- _EXERCISE GOAL_
Transcribe the entries exactly; images are not part of the copy.

- _ENTRIES SUPPLIED_
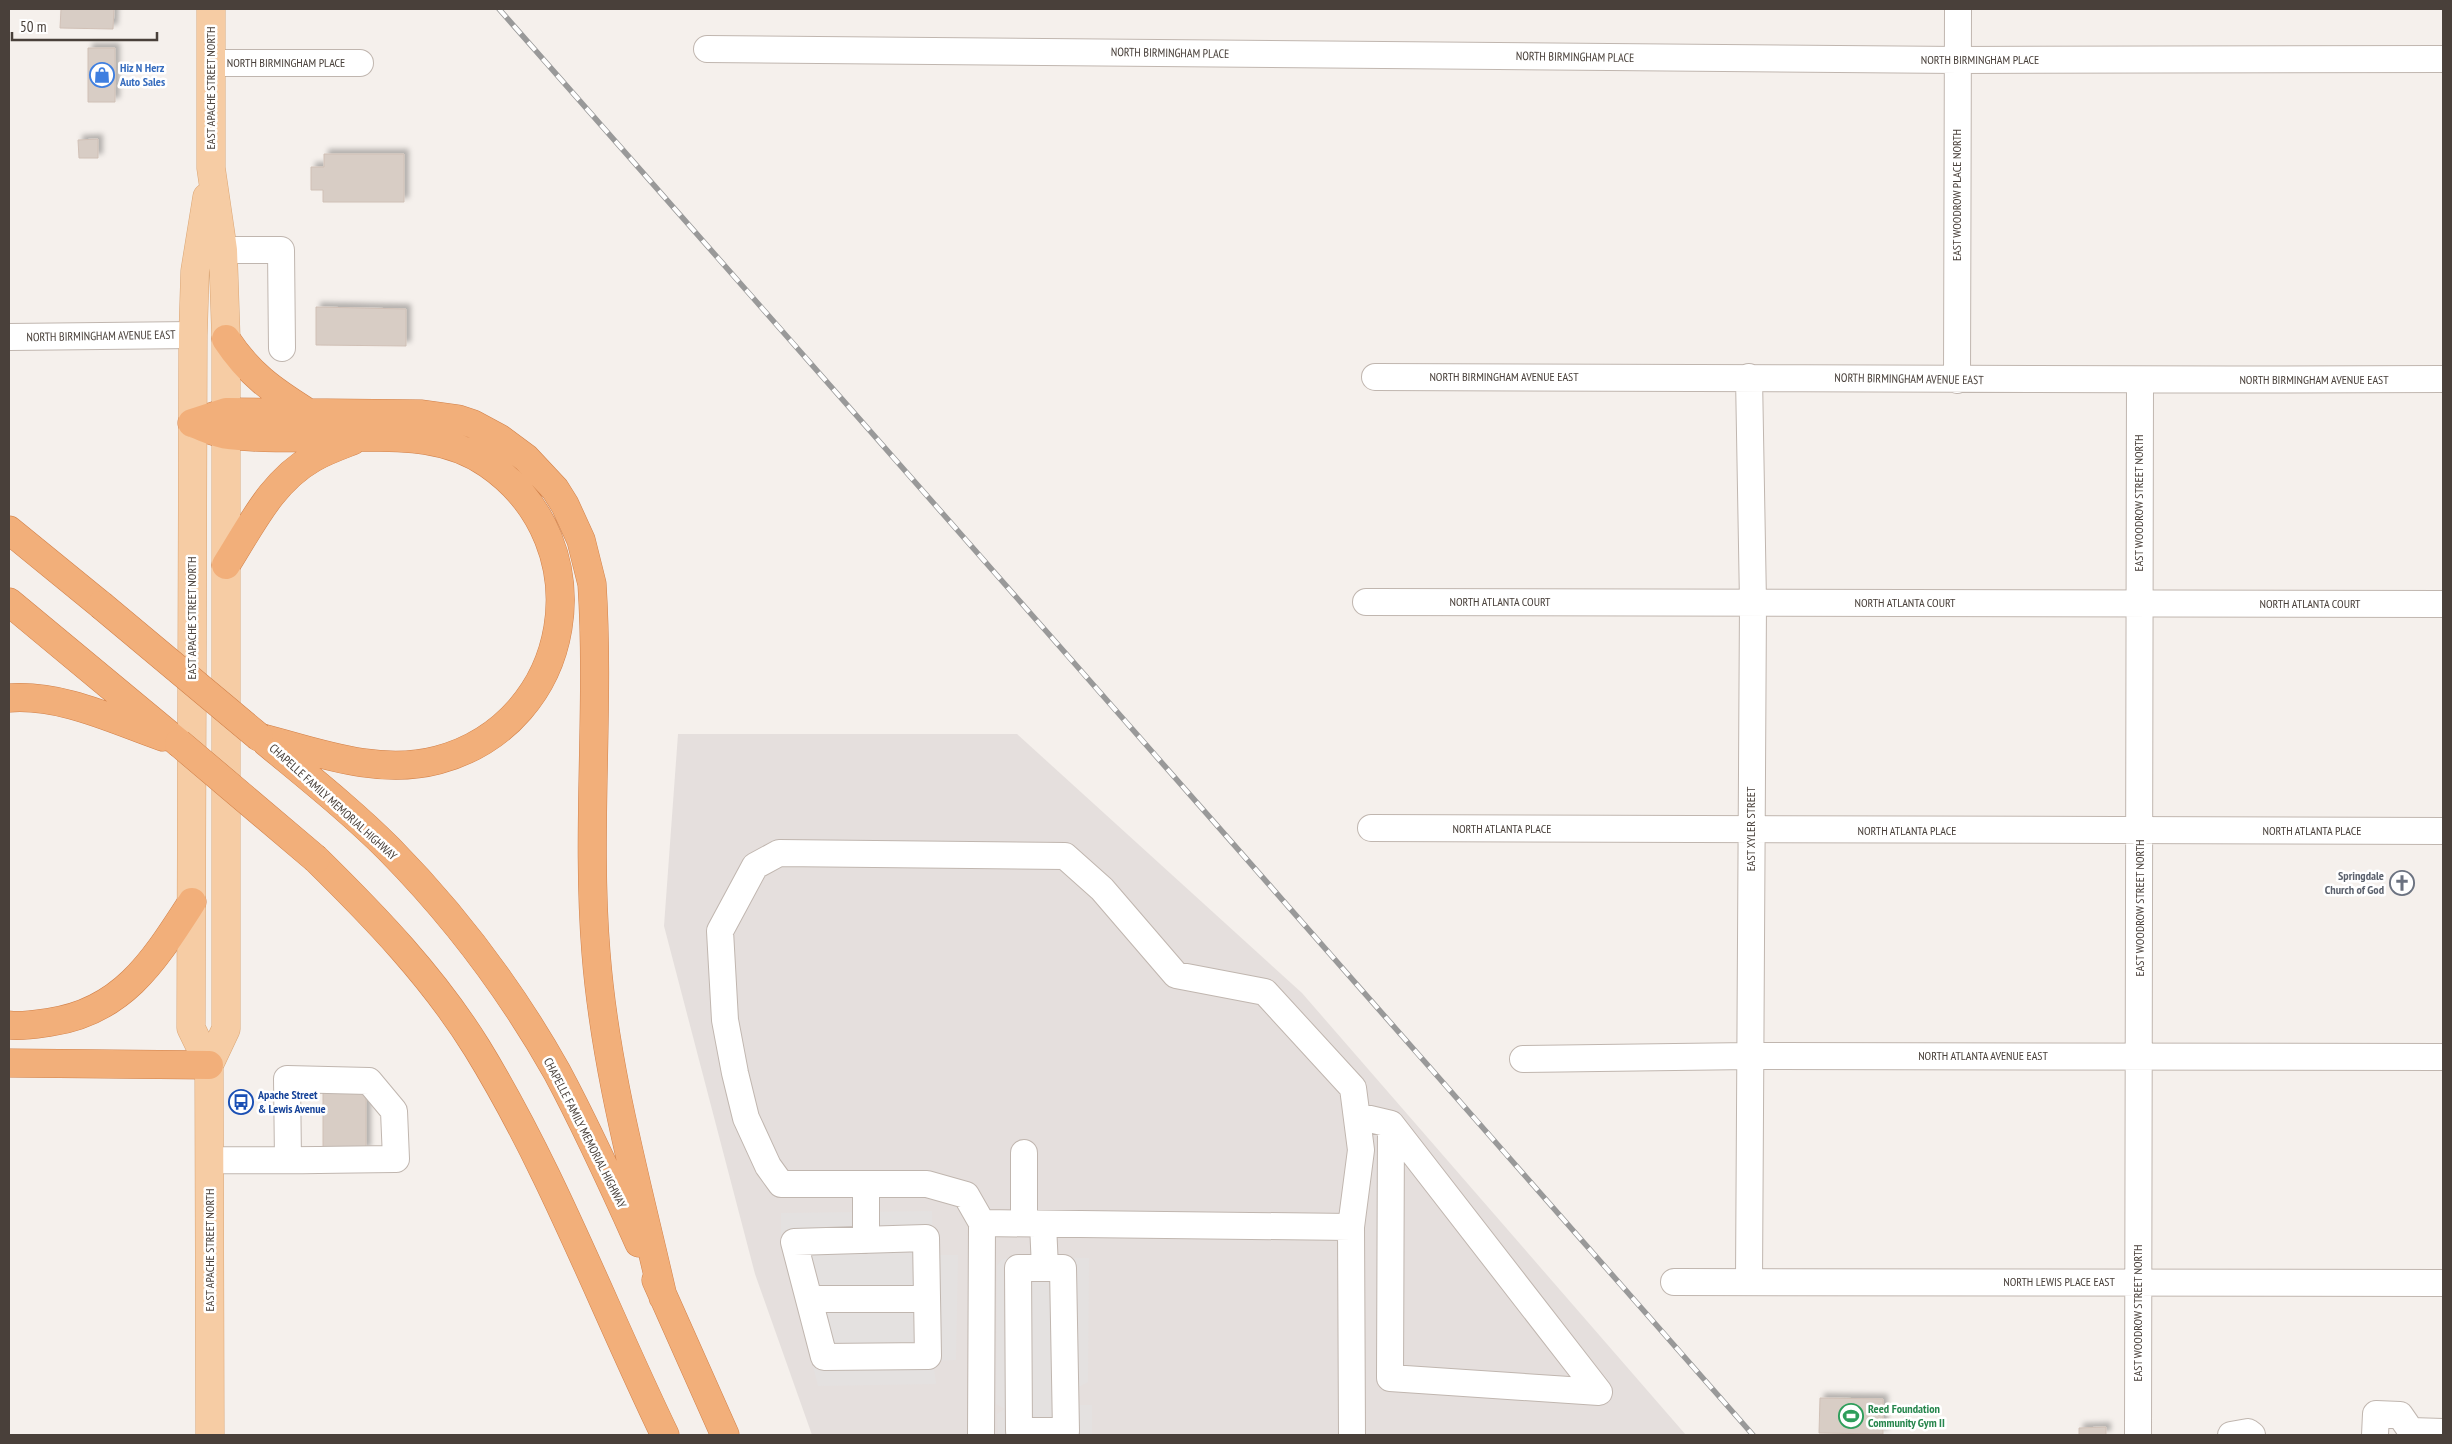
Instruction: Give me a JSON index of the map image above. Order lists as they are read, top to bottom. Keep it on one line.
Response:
{"streets":{"highway":["CHAPELLE FAMILY MEMORIAL HIGHWAY"],"main road":["EAST APACHE STREET NORTH"],"street":["NORTH BIRMINGHAM PLACE","EAST WOODROW PLACE NORTH","NORTH BIRMINGHAM AVENUE EAST","EAST WOODROW STREET NORTH","NORTH ATLANTA COURT","NORTH ATLANTA PLACE","EAST XYLER STREET","NORTH ATLANTA AVENUE EAST","NORTH LEWIS PLACE EAST"]},"crossings":[["NORTH BIRMINGHAM PLACE","EAST APACHE STREET NORTH"],["NORTH BIRMINGHAM PLACE","EAST WOODROW PLACE NORTH"],["EAST APACHE STREET NORTH","NORTH BIRMINGHAM AVENUE EAST"],["EAST WOODROW PLACE NORTH","NORTH BIRMINGHAM AVENUE EAST"],["NORTH BIRMINGHAM AVENUE EAST","EAST WOODROW STREET NORTH"],["NORTH BIRMINGHAM AVENUE EAST","EAST XYLER STREET"],["EAST WOODROW STREET NORTH","NORTH ATLANTA COURT"],["EAST WOODROW STREET NORTH","NORTH ATLANTA PLACE"],["EAST WOODROW STREET NORTH","NORTH ATLANTA AVENUE EAST"],["EAST WOODROW STREET NORTH","NORTH LEWIS PLACE EAST"],["NORTH ATLANTA COURT","EAST XYLER STREET"],["NORTH ATLANTA PLACE","EAST XYLER STREET"],["EAST XYLER STREET","NORTH ATLANTA AVENUE EAST"],["EAST XYLER STREET","NORTH LEWIS PLACE EAST"]],"places":{"shop":["Hiz N Herz Auto Sales"],"church":["Springdale Church of God"],"bus stop":["Apache Street & Lewis Avenue"],"sports":["Reed Foundation Community Gym II"]},"scale_bar":"50 m"}
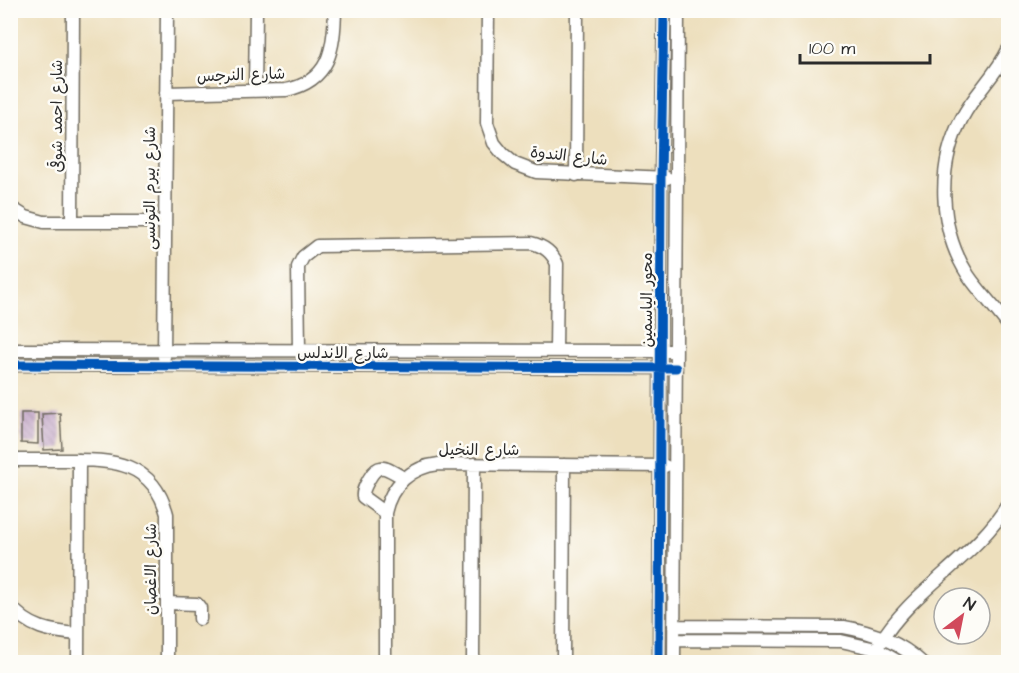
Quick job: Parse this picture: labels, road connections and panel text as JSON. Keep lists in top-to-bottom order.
{
  "streets": {
    "street": [
      "شارع النرجس",
      "شارع احمد شوقى",
      "شارع الندوة",
      "شارع بيرم التونسى",
      "محور الياسمين",
      "شارع الاندلس",
      "شارع النخيل",
      "شارع الاغصان"
    ]
  },
  "crossings": [
    ["شارع النرجس", "شارع بيرم التونسى"],
    ["شارع الندوة", "محور الياسمين"],
    ["شارع بيرم التونسى", "شارع الاندلس"],
    ["محور الياسمين", "شارع الاندلس"],
    ["محور الياسمين", "شارع النخيل"]
  ],
  "scale_bar": "100 m",
  "north": "top right"
}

- _RESULT OF THE EXERCISE_
Instruction: Give me a JSON index of the map image above. Order lists as they are read, top to bottom. Keep it on one line.
Response:
{"streets":{"highway":["CHAPELLE FAMILY MEMORIAL HIGHWAY"],"main road":["EAST APACHE STREET NORTH"],"street":["NORTH BIRMINGHAM PLACE","EAST WOODROW PLACE NORTH","NORTH BIRMINGHAM AVENUE EAST","EAST WOODROW STREET NORTH","NORTH ATLANTA COURT","NORTH ATLANTA PLACE","EAST XYLER STREET","NORTH ATLANTA AVENUE EAST","NORTH LEWIS PLACE EAST"]},"crossings":[["NORTH BIRMINGHAM PLACE","EAST APACHE STREET NORTH"],["NORTH BIRMINGHAM PLACE","EAST WOODROW PLACE NORTH"],["EAST APACHE STREET NORTH","NORTH BIRMINGHAM AVENUE EAST"],["EAST WOODROW PLACE NORTH","NORTH BIRMINGHAM AVENUE EAST"],["NORTH BIRMINGHAM AVENUE EAST","EAST WOODROW STREET NORTH"],["NORTH BIRMINGHAM AVENUE EAST","EAST XYLER STREET"],["EAST WOODROW STREET NORTH","NORTH ATLANTA COURT"],["EAST WOODROW STREET NORTH","NORTH ATLANTA PLACE"],["EAST WOODROW STREET NORTH","NORTH ATLANTA AVENUE EAST"],["EAST WOODROW STREET NORTH","NORTH LEWIS PLACE EAST"],["NORTH ATLANTA COURT","EAST XYLER STREET"],["NORTH ATLANTA PLACE","EAST XYLER STREET"],["EAST XYLER STREET","NORTH ATLANTA AVENUE EAST"],["EAST XYLER STREET","NORTH LEWIS PLACE EAST"]],"places":{"shop":["Hiz N Herz Auto Sales"],"church":["Springdale Church of God"],"bus stop":["Apache Street & Lewis Avenue"],"sports":["Reed Foundation Community Gym II"]},"scale_bar":"50 m"}
Quick job: Parse this picture: labels, road connections and panel text as JSON. Keep lists in top-to-bottom order.
{
  "streets": {
    "street": [
      "شارع النرجس",
      "شارع احمد شوقى",
      "شارع الندوة",
      "شارع بيرم التونسى",
      "محور الياسمين",
      "شارع الاندلس",
      "شارع النخيل",
      "شارع الاغصان"
    ]
  },
  "crossings": [
    ["شارع النرجس", "شارع بيرم التونسى"],
    ["شارع الندوة", "محور الياسمين"],
    ["شارع بيرم التونسى", "شارع الاندلس"],
    ["محور الياسمين", "شارع الاندلس"],
    ["محور الياسمين", "شارع النخيل"]
  ],
  "scale_bar": "100 m",
  "north": "top right"
}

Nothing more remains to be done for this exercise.